Stern recognized the manner in which the bone had been cracked open with a stone to let the marrow be sucked out. The sight of this gruesome relic revived all his fears, tenfold more acutely than ever, and filled him with a sense of vague, impending evil, of peril deadly to them both.

This was the more keen, because the engineer knew at a glance that the bone was the upper end of a human femur--human, or, at the very least, belonging to some highly anthropoid animal. And of apes or gorillas he had, as yet, found no trace in the forests of Manhattan.

Long he mused over his find. But not a single word did he ever say to Beatrice concerning it or the flint spear-point. Only he kept his eyes and ears well open for other bits of corroborative evidence.

And he never ventured a foot from the building unless his rifle and revolver were with him, their magazines full of high-power shells.

The girl always went armed, too, and soon grew to be such an expert shot that she could drop a squirrel from the tip of a fir, or wing a heron in full flight.

Once her quick eyes spied a deer in the tangles of the one-time Gramercy Park, now no longer neatly hedged with iron palings, but spread in wild confusion that joined the riot of growth beyond.

On the instant she fired, wounding the creature.

Stern’s shot, echoing hers, missed. Already the deer was away, out of range through the forest. With some difficulty they pursued down a glen-like strip of woods that must have once been Irving Place.

Two hundred yards south of the park they sighted the animal again.

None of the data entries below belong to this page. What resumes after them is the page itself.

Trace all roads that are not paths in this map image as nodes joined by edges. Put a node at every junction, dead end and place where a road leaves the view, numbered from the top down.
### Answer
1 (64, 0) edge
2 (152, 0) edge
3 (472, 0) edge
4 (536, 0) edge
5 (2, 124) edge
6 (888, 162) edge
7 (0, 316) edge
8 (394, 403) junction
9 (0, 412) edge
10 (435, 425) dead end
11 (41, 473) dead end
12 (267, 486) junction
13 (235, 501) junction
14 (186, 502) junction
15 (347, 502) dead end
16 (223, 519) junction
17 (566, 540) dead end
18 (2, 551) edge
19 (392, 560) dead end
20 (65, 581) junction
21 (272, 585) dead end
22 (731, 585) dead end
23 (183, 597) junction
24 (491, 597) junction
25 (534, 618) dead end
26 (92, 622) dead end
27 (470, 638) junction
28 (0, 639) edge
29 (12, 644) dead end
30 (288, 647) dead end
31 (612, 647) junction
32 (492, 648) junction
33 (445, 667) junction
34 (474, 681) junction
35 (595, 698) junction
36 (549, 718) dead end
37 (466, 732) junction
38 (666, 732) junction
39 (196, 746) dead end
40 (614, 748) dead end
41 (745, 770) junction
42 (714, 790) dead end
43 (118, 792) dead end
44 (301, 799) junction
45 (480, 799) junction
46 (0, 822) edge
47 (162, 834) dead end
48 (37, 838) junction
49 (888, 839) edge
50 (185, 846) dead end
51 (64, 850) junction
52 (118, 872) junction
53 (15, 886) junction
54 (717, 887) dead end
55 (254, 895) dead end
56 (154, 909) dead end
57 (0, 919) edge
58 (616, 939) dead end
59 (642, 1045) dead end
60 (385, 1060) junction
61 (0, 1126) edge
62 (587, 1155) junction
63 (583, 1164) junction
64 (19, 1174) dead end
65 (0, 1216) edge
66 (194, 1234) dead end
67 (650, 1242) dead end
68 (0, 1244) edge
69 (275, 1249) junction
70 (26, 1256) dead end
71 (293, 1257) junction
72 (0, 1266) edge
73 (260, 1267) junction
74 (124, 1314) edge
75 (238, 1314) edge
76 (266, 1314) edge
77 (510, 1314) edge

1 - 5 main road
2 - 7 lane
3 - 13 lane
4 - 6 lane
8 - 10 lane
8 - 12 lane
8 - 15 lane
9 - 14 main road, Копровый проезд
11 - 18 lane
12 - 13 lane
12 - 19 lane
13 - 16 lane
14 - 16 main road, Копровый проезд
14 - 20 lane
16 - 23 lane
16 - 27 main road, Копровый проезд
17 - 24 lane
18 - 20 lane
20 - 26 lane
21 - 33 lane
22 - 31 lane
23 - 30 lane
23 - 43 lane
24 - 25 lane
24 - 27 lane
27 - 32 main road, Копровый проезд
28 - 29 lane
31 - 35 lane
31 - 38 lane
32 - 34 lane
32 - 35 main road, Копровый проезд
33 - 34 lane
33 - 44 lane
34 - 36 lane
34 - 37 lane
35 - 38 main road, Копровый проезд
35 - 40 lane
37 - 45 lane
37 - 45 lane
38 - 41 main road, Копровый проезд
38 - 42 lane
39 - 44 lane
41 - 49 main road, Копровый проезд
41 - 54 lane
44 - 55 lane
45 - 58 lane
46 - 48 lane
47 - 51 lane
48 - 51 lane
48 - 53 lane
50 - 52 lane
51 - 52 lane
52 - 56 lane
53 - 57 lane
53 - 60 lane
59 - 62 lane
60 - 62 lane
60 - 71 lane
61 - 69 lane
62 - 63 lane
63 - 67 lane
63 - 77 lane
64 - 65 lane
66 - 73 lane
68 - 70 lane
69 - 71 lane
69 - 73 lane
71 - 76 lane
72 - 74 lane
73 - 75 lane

And the girl with a single shot sent it crashing to earth.

“Bravo, Diana!” hurrahed Stern, running forward with enthusiasm. The “deer fever” was on him, as strong as in his old days in the Hudson Bay country. Hot was the pleasure of the kill when that meant food. As he ran he jerked his knife from the skin sheath the girl had made for him.

Thus they had fresh venison to their heart’s content--venison broiled over white-hot coals in the fireplace, juicy and savory--sweet beyond all telling.

A good deal of the meat they smoked and salted down for future use. Stern undertook to tan the hide with strips of hemlock bark laid in a water pit dug near the spring. He added also some oak-bark, nut-galls and a good quantity of young sumac shoots.